Unfortunately, there are groups in Mexico very much interested in money
wherever it is to be found, by any means necessary. It appears that drug
cartels stepped in (they already launder money through Mexican agriculture),
and they or other criminals are hijacking lime transports and plundering
groves. The cartels have the funding to do all this because of the lucrative
American market for illegal narcotics.
The Torah teaches "Turn from evil, and do good." (Psalm 15) In
truth, the former is a hell of lot harder than the latter. It is easier to do
good - treat people in our lives well, pay our taxes, donate to charity, do
mitzvot, volunteer. In fact, I am always stunned by the sheer amount of
goodness in the people around me. The strength that humans can muster is
awe-inspiring.
Much, much more difficult is to turn from the evil that our society
produces as a necessary consequence to its structure.
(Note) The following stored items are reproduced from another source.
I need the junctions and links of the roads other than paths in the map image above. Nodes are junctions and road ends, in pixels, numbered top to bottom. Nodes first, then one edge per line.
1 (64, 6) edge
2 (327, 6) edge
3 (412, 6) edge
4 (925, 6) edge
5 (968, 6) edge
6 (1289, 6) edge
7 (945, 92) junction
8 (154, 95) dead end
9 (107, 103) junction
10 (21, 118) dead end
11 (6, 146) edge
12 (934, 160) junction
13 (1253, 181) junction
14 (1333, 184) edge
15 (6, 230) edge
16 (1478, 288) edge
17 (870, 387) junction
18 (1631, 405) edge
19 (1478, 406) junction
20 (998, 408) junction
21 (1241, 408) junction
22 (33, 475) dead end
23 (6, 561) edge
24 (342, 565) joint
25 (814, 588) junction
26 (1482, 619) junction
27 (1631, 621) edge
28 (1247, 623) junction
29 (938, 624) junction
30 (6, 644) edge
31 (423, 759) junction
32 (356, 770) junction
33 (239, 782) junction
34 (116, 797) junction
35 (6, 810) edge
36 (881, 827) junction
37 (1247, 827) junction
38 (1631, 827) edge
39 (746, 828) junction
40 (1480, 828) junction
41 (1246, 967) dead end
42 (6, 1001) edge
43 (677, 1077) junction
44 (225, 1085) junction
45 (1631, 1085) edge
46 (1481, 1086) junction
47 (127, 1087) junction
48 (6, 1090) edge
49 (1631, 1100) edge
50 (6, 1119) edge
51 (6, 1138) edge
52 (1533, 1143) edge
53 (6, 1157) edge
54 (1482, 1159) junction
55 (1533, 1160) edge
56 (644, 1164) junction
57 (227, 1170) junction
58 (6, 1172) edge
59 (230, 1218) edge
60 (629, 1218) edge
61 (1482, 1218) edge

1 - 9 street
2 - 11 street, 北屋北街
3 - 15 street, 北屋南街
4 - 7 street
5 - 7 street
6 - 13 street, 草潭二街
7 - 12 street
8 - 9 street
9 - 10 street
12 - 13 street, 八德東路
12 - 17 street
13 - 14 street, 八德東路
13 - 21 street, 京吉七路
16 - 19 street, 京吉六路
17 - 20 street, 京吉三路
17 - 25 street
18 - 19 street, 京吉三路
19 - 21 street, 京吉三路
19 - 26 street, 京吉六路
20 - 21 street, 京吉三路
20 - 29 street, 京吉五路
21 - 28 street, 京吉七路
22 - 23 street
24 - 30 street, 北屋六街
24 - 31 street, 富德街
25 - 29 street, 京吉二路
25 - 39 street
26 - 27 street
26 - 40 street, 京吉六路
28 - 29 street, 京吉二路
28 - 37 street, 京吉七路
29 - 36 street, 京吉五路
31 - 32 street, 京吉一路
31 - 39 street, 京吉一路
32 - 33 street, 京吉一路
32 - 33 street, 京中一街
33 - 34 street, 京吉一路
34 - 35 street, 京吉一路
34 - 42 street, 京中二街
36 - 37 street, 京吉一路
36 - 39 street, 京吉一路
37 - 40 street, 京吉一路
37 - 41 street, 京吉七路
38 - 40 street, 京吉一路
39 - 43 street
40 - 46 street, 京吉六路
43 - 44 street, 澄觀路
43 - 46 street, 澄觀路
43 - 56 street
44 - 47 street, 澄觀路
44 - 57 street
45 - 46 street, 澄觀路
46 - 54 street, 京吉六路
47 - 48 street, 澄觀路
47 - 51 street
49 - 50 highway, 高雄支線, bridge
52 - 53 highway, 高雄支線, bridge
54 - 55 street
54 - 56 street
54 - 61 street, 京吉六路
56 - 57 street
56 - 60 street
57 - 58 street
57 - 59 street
Structural evil is the
worst kind of problem – the kind that
saps slowly away at our energy, that requires concerted effort over a long
period of time by many individuals to steer our conglomerate selves from our
fixed path. Turning from that evil requires a high tolerance for frustration,
accepting feelings of impotence, and immense restraint. Do we have the energy
to fit composting into our lives, the time to check whether a fruit is
sustainably raised, the restraint not to eat what we crave any given night, and the
patience – even the arrogance - to persuade
our friends to do the same?
But I want to remind us of that strength that we possess; we have more
of it than we even imagine. Our ancestors remind us that it is possible to work
towards redemption for generations, and to keep hope alive. The good world that
God has given us is worth the strength we can muster.
* As are avocados, and, indeed, anything
that grows in the great state of California.